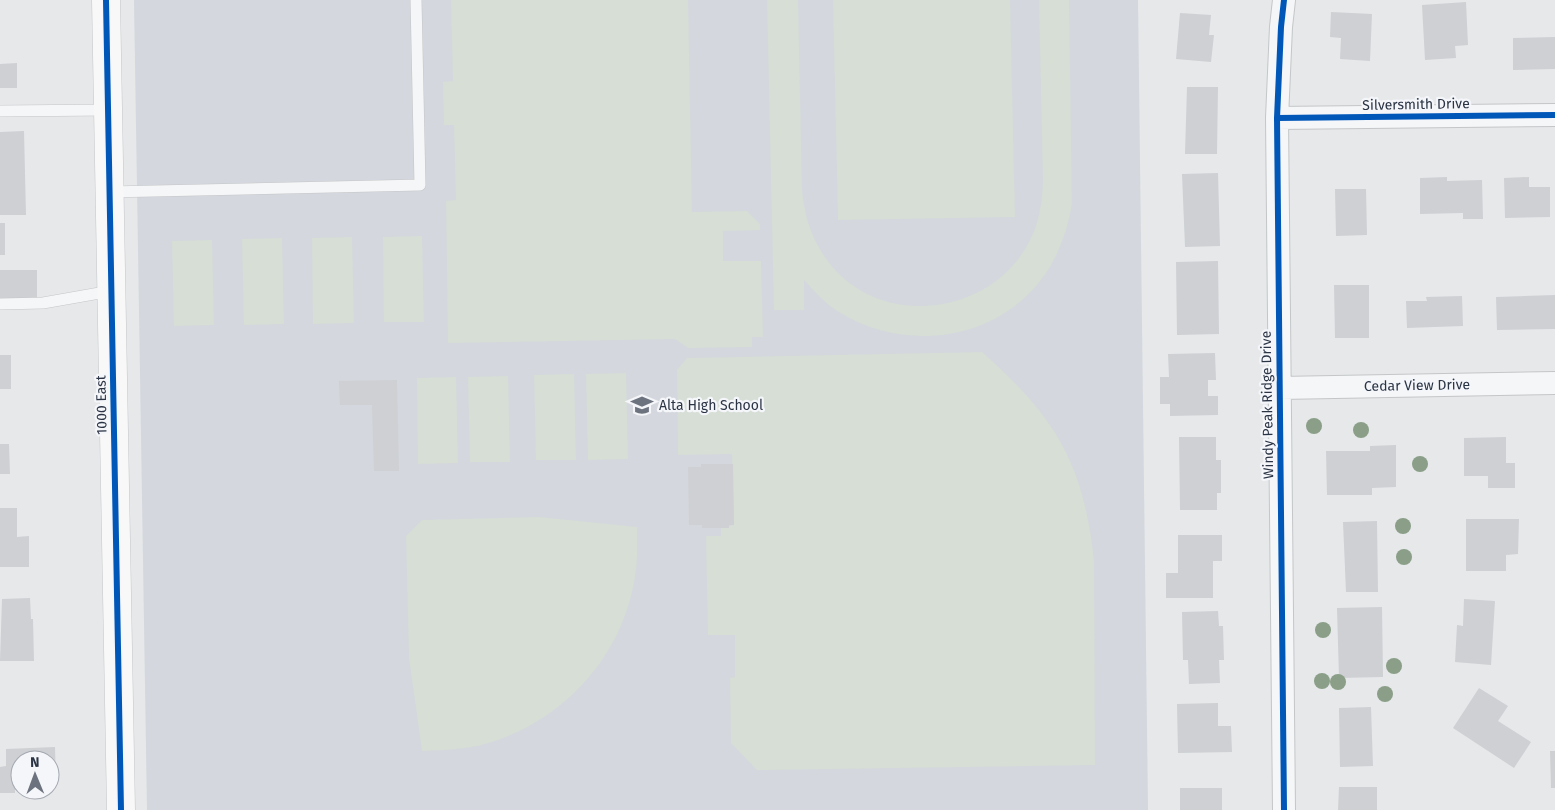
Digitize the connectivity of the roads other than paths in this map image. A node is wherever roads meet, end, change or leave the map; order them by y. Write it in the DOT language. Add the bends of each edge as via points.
graph roads {
  1 [pos="106,0"];
  2 [pos="416,0"];
  3 [pos="1284,0"];
  4 [pos="108,110"];
  5 [pos="0,111"];
  6 [pos="1555,115"];
  7 [pos="1277,118"];
  8 [pos="109,192"];
  9 [pos="111,291"];
  10 [pos="0,304"];
  11 [pos="1555,383"];
  12 [pos="1280,388"];
  13 [pos="121,810"];
  14 [pos="1284,810"];
  1 -- 4 [label="street, 1000 East"];
  2 -- 8 [label="lane" via="420,185"];
  3 -- 7 [label="street, Windy Peak Ridge Drive"];
  4 -- 5 [label="lane"];
  4 -- 8 [label="street, 1000 East"];
  6 -- 7 [label="street, Silversmith Drive"];
  7 -- 12 [label="street, Windy Peak Ridge Drive"];
  8 -- 9 [label="street, 1000 East"];
  9 -- 10 [label="lane" via="43,303"];
  9 -- 13 [label="street, 1000 East"];
  11 -- 12 [label="street, Cedar View Drive"];
  12 -- 14 [label="street, Windy Peak Ridge Drive"];
}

▶ _Assignment_
An exact transcription of the records above is needed, with no pictures included.

▶ _Task response_
Digitize the connectivity of the roads other than paths in this map image. A node is wherever roads meet, end, change or leave the map; order them by y. Write it in the DOT language. Add the bends of each edge as via points.
graph roads {
  1 [pos="106,0"];
  2 [pos="416,0"];
  3 [pos="1284,0"];
  4 [pos="108,110"];
  5 [pos="0,111"];
  6 [pos="1555,115"];
  7 [pos="1277,118"];
  8 [pos="109,192"];
  9 [pos="111,291"];
  10 [pos="0,304"];
  11 [pos="1555,383"];
  12 [pos="1280,388"];
  13 [pos="121,810"];
  14 [pos="1284,810"];
  1 -- 4 [label="street, 1000 East"];
  2 -- 8 [label="lane" via="420,185"];
  3 -- 7 [label="street, Windy Peak Ridge Drive"];
  4 -- 5 [label="lane"];
  4 -- 8 [label="street, 1000 East"];
  6 -- 7 [label="street, Silversmith Drive"];
  7 -- 12 [label="street, Windy Peak Ridge Drive"];
  8 -- 9 [label="street, 1000 East"];
  9 -- 10 [label="lane" via="43,303"];
  9 -- 13 [label="street, 1000 East"];
  11 -- 12 [label="street, Cedar View Drive"];
  12 -- 14 [label="street, Windy Peak Ridge Drive"];
}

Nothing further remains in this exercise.